On today’s episode of Popcorn Politics, Ted Edmonson and I discussed the joke that was the 2020 Libertarian convention.
This convention was filled to the brim with absurd stories that I wouldn’t have believed had I not watched them unfold. Delegates consistently made motions to suspend the rules to do ridiculous things, from nominating Joe Exotic, to feeding other delegates to alligators. Yes, you read that right.
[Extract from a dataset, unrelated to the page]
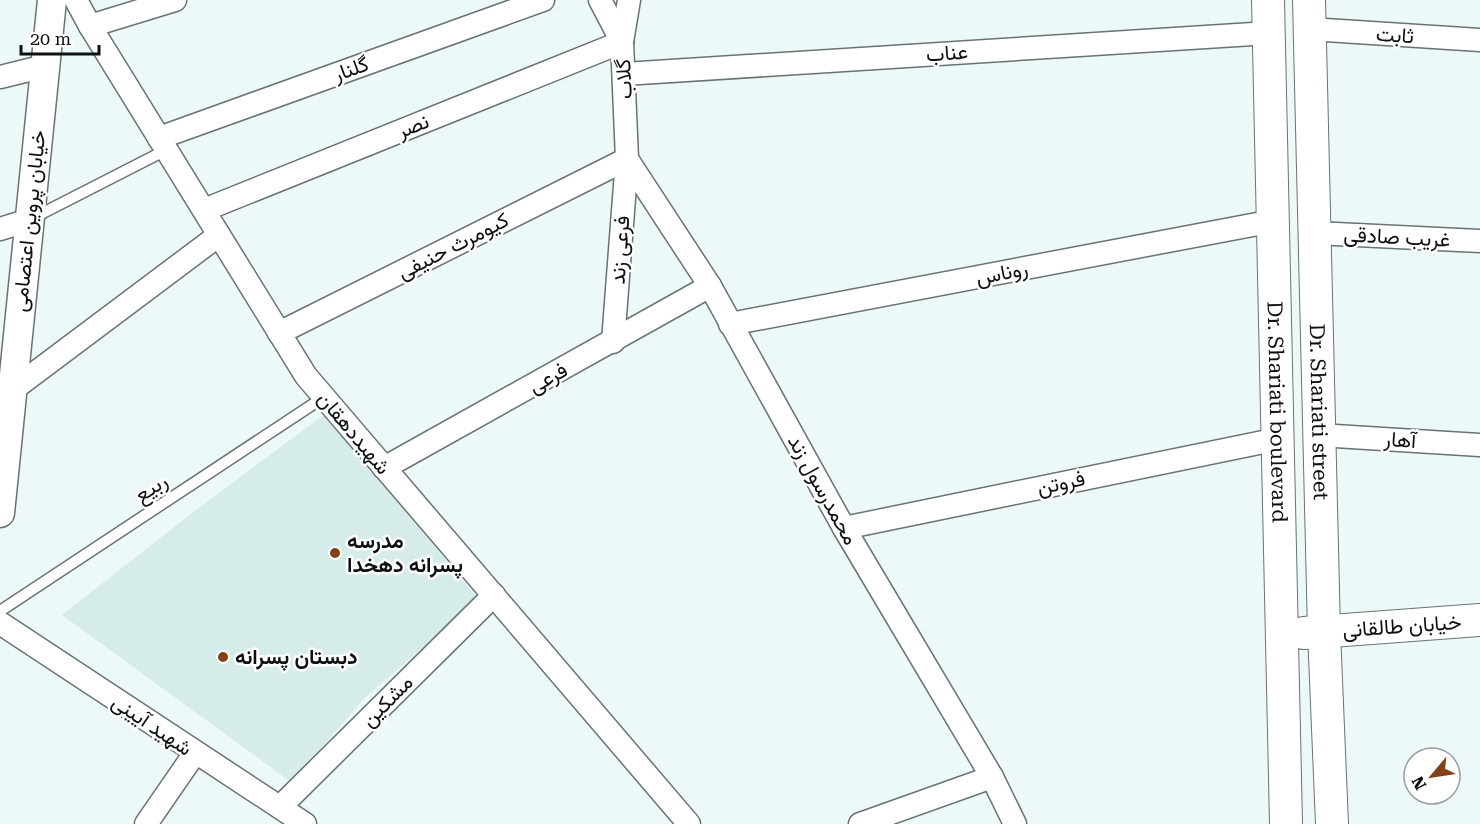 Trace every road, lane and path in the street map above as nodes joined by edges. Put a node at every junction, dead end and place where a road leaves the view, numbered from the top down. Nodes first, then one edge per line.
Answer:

This opened up a larger discussion about how the Libertarian Party has gone from relatively serious policy wonks to the party of Vermin Supreme. We posed two theories. The first is that the tea party stole libertarian-leaning voters, and brought them into the Republican fold. This is showcased by Ron Paul and Justin Amash. The other theory was that the membership of the Libertarian Party has slowly become more interested in protesting the system than gaining power.
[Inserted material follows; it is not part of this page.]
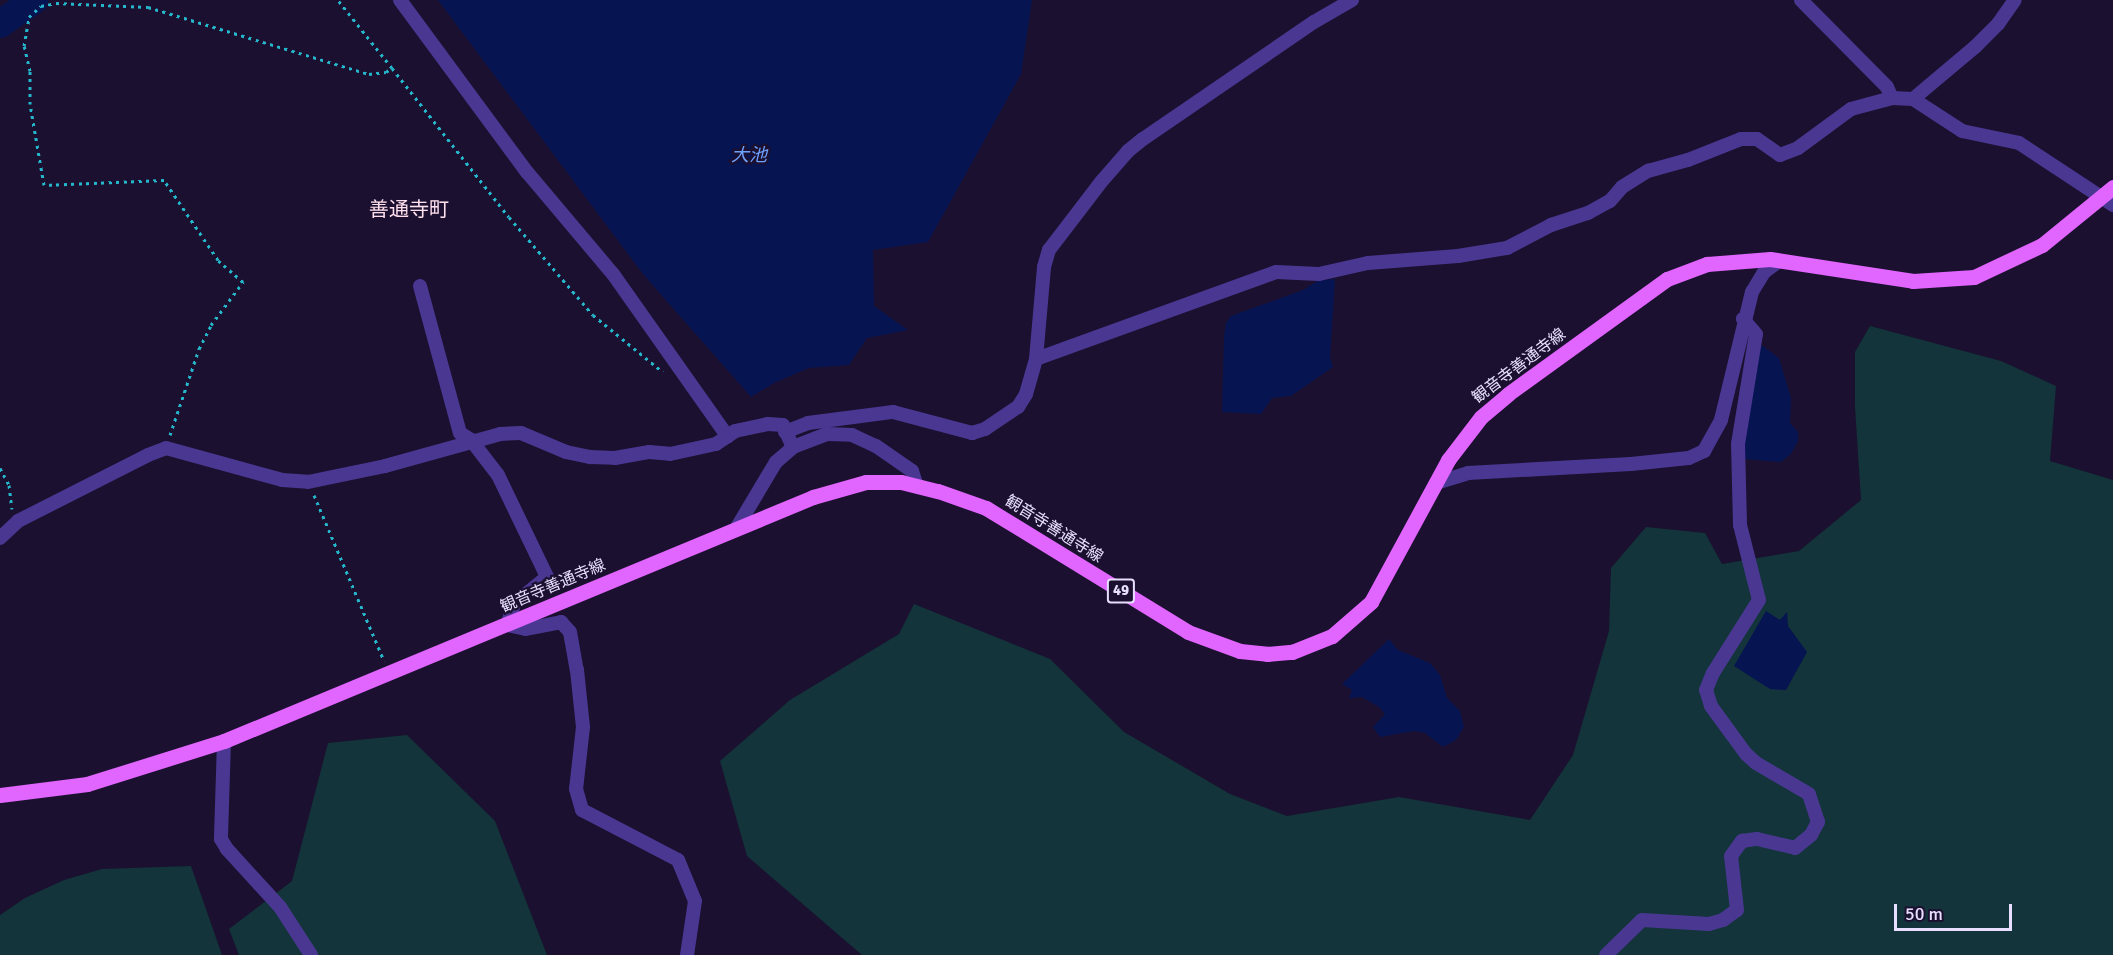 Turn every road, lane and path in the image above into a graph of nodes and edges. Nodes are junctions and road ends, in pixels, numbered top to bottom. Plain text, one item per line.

This is showcased by the opposition to Gary Johnson being nominated in 2016, and choosing Bill Weld as VP.
On hour 2 of Popcorn Politics Chuck Ochelli and I discussed the NBC show, The Blacklist.
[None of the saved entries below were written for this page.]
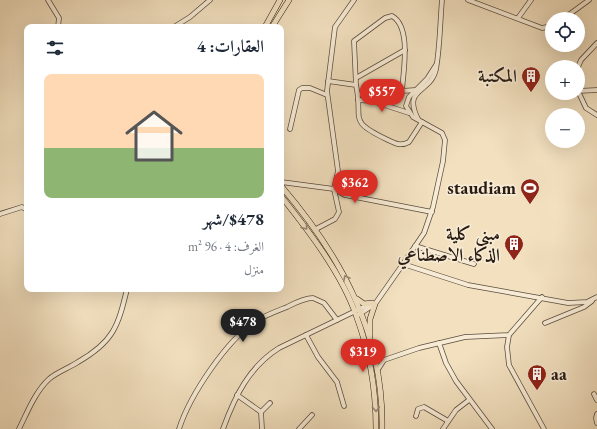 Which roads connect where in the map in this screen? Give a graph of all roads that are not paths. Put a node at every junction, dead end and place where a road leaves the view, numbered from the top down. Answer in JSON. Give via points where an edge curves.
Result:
{"nodes":[{"id":1,"x":48,"y":0,"type":"edge"},
{"id":2,"x":210,"y":0,"type":"edge"},
{"id":3,"x":280,"y":0,"type":"edge"},
{"id":4,"x":288,"y":0,"type":"edge"},
{"id":5,"x":354,"y":0,"type":"edge"},
{"id":6,"x":442,"y":0,"type":"edge"},
{"id":7,"x":468,"y":0,"type":"edge"},
{"id":8,"x":531,"y":0,"type":"edge"},
{"id":9,"x":589,"y":0,"type":"edge"},
{"id":10,"x":483,"y":2,"type":"edge"},
{"id":11,"x":572,"y":12,"type":"edge"},
{"id":12,"x":518,"y":18,"type":"junction"},
{"id":13,"x":58,"y":24,"type":"edge"},
{"id":14,"x":179,"y":24,"type":"edge"},
{"id":15,"x":267,"y":24,"type":"edge"},
{"id":16,"x":274,"y":24,"type":"edge"},
{"id":17,"x":545,"y":27,"type":"edge"},
{"id":18,"x":596,"y":45,"type":"edge"},
{"id":19,"x":405,"y":50,"type":"junction"},
{"id":20,"x":581,"y":60,"type":"edge"},
{"id":21,"x":436,"y":65,"type":"junction"},
{"id":22,"x":356,"y":78,"type":"junction"},
{"id":23,"x":328,"y":81,"type":"junction"},
{"id":24,"x":356,"y":85,"type":"junction"},
{"id":25,"x":416,"y":90,"type":"junction"},
{"id":26,"x":597,"y":90,"type":"edge"},
{"id":27,"x":402,"y":91,"type":"junction"},
{"id":28,"x":585,"y":91,"type":"edge"},
{"id":29,"x":358,"y":94,"type":"junction"},
{"id":30,"x":327,"y":95,"type":"junction"},
{"id":31,"x":358,"y":100,"type":"junction"},
{"id":32,"x":582,"y":100,"type":"edge"},
{"id":33,"x":409,"y":113,"type":"junction"},
{"id":34,"x":597,"y":115,"type":"edge"},
{"id":35,"x":420,"y":120,"type":"junction"},
{"id":36,"x":290,"y":129,"type":"dead end"},
{"id":37,"x":284,"y":182,"type":"edge"},
{"id":38,"x":334,"y":189,"type":"junction"},
{"id":39,"x":284,"y":190,"type":"edge"},
{"id":40,"x":284,"y":200,"type":"edge"},
{"id":41,"x":24,"y":208,"type":"edge"},
{"id":42,"x":432,"y":212,"type":"junction"},
{"id":43,"x":0,"y":214,"type":"edge"},
{"id":44,"x":316,"y":229,"type":"junction"},
{"id":45,"x":415,"y":246,"type":"junction"},
{"id":46,"x":403,"y":264,"type":"junction"},
{"id":47,"x":474,"y":264,"type":"dead end"},
{"id":48,"x":126,"y":292,"type":"edge"},
{"id":49,"x":355,"y":297,"type":"junction"},
{"id":50,"x":542,"y":297,"type":"junction"},
{"id":51,"x":597,"y":297,"type":"edge"},
{"id":52,"x":592,"y":300,"type":"junction"},
{"id":53,"x":373,"y":304,"type":"junction"},
{"id":54,"x":359,"y":313,"type":"junction"},
{"id":55,"x":337,"y":320,"type":"junction"},
{"id":56,"x":545,"y":323,"type":"dead end"},
{"id":57,"x":306,"y":335,"type":"junction"},
{"id":58,"x":509,"y":335,"type":"junction"},
{"id":59,"x":439,"y":343,"type":"junction"},
{"id":60,"x":371,"y":344,"type":"junction"},
{"id":61,"x":377,"y":371,"type":"junction"},
{"id":62,"x":594,"y":394,"type":"dead end"},
{"id":63,"x":237,"y":395,"type":"junction"},
{"id":64,"x":469,"y":400,"type":"junction"},
{"id":65,"x":597,"y":400,"type":"edge"},
{"id":66,"x":270,"y":403,"type":"dead end"},
{"id":67,"x":344,"y":406,"type":"dead end"},
{"id":68,"x":261,"y":412,"type":"junction"},
{"id":69,"x":597,"y":414,"type":"edge"},
{"id":70,"x":312,"y":415,"type":"dead end"},
{"id":71,"x":416,"y":416,"type":"dead end"},
{"id":72,"x":448,"y":421,"type":"junction"},
{"id":73,"x":597,"y":422,"type":"edge"},
{"id":74,"x":19,"y":429,"type":"edge"},
{"id":75,"x":178,"y":429,"type":"edge"},
{"id":76,"x":223,"y":429,"type":"edge"},
{"id":77,"x":262,"y":429,"type":"edge"},
{"id":78,"x":299,"y":429,"type":"edge"},
{"id":79,"x":376,"y":429,"type":"edge"},
{"id":80,"x":382,"y":429,"type":"edge"},
{"id":81,"x":443,"y":429,"type":"edge"},
{"id":82,"x":492,"y":429,"type":"edge"},
{"id":83,"x":544,"y":429,"type":"edge"}],
"edges":[{"from":1,"to":13,"type":"street","via":[[59,18]]},
{"from":2,"to":14,"type":"street"},
{"from":3,"to":15,"type":"main road"},
{"from":4,"to":16,"type":"main road"},
{"from":5,"to":23,"type":"street","via":[[335,27]]},
{"from":6,"to":21,"type":"street"},
{"from":7,"to":10,"type":"street"},
{"from":8,"to":12,"type":"street"},
{"from":9,"to":11,"type":"street"},
{"from":10,"to":12,"type":"street"},
{"from":12,"to":17,"type":"street"},
{"from":18,"to":20,"type":"street"},
{"from":19,"to":22,"type":"street"},
{"from":19,"to":22,"type":"street","via":[[405,40],[396,19],[392,16],[386,17],[354,42]]},
{"from":19,"to":27,"type":"street"},
{"from":21,"to":25,"type":"street"},
{"from":21,"to":35,"type":"street","via":[[433,76],[412,102],[412,108]]},
{"from":22,"to":24,"type":"street"},
{"from":23,"to":24,"type":"street"},
{"from":23,"to":30,"type":"street"},
{"from":24,"to":29,"type":"street"},
{"from":25,"to":27,"type":"street"},
{"from":25,"to":33,"type":"street","via":[[407,101]]},
{"from":26,"to":28,"type":"street"},
{"from":27,"to":29,"type":"street"},
{"from":29,"to":31,"type":"street"},
{"from":30,"to":36,"type":"street","via":[[310,88],[299,90]]},
{"from":30,"to":38,"type":"street","via":[[338,171]]},
{"from":31,"to":33,"type":"street","via":[[372,101]]},
{"from":31,"to":35,"type":"street","via":[[358,117],[364,128],[399,145],[409,142]]},
{"from":32,"to":34,"type":"street","via":[[586,108]]},
{"from":33,"to":35,"type":"street"},
{"from":35,"to":42,"type":"street","via":[[442,133],[445,140]]},
{"from":37,"to":38,"type":"street"},
{"from":38,"to":42,"type":"street","via":[[345,195]]},
{"from":38,"to":44,"type":"street","via":[[339,208],[338,216]]},
{"from":39,"to":44,"type":"main road"},
{"from":40,"to":54,"type":"main road","one_way":true,"via":[[317,244]]},
{"from":41,"to":43,"type":"street"},
{"from":42,"to":45,"type":"street","via":[[424,233]]},
{"from":49,"to":44,"type":"main road","one_way":true,"via":[[339,265]]},
{"from":45,"to":46,"type":"street"},
{"from":45,"to":47,"type":"street"},
{"from":46,"to":50,"type":"street","via":[[468,285]]},
{"from":46,"to":53,"type":"street"},
{"from":48,"to":74,"type":"street","via":[[122,311],[110,337],[99,348],[50,378],[36,397]]},
{"from":49,"to":53,"type":"main road","via":[[364,304]]},
{"from":49,"to":54,"type":"main road"},
{"from":50,"to":52,"type":"street","via":[[574,303]]},
{"from":50,"to":58,"type":"street"},
{"from":51,"to":52,"type":"street"},
{"from":52,"to":56,"type":"street","via":[[584,307]]},
{"from":53,"to":54,"type":"street"},
{"from":53,"to":60,"type":"main road","via":[[370,319]]},
{"from":54,"to":55,"type":"street"},
{"from":54,"to":60,"type":"main road"},
{"from":54,"to":79,"type":"main road","one_way":true,"via":[[373,378]]},
{"from":55,"to":57,"type":"street"},
{"from":55,"to":75,"type":"street","via":[[324,303],[313,298],[256,321],[234,340],[219,358],[188,407]]},
{"from":57,"to":63,"type":"street","via":[[265,357],[249,374]]},
{"from":57,"to":67,"type":"street","via":[[318,357],[337,382]]},
{"from":58,"to":59,"type":"street","via":[[465,337]]},
{"from":58,"to":83,"type":"street","via":[[509,365]]},
{"from":59,"to":61,"type":"street","via":[[386,359]]},
{"from":59,"to":64,"type":"street","via":[[448,367]]},
{"from":60,"to":61,"type":"main road"},
{"from":61,"to":80,"type":"main road"},
{"from":62,"to":65,"type":"street"},
{"from":63,"to":68,"type":"street"},
{"from":63,"to":76,"type":"street"},
{"from":64,"to":72,"type":"street","via":[[456,410]]},
{"from":64,"to":82,"type":"street"},
{"from":66,"to":68,"type":"street"},
{"from":68,"to":77,"type":"street"},
{"from":69,"to":73,"type":"street"},
{"from":70,"to":78,"type":"street"},
{"from":71,"to":72,"type":"street","via":[[418,409],[424,407]]},
{"from":72,"to":81,"type":"street"}]}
The premise is as follows “For decades, ex-government agent Raymond Reddington has been one of the globe’s most wanted fugitives. But then he agreed to work with the FBI to catch his “blacklist” of mobsters, spies, and international terrorists — on the condition that he must work with profiler Elizabeth Keen. Red’s true intentions — choosing Liz, a woman with whom he seemingly has no connection — are unclear. Red promises to teach Liz to think like a criminal “to see the bigger picture,” whether she wants to or not.”
This show is a mystery box that weaves interpersonal mysteries with global conspiracies. The supporting cast brings their secrets and skeletons to the story, allowing for a story that is always fresh.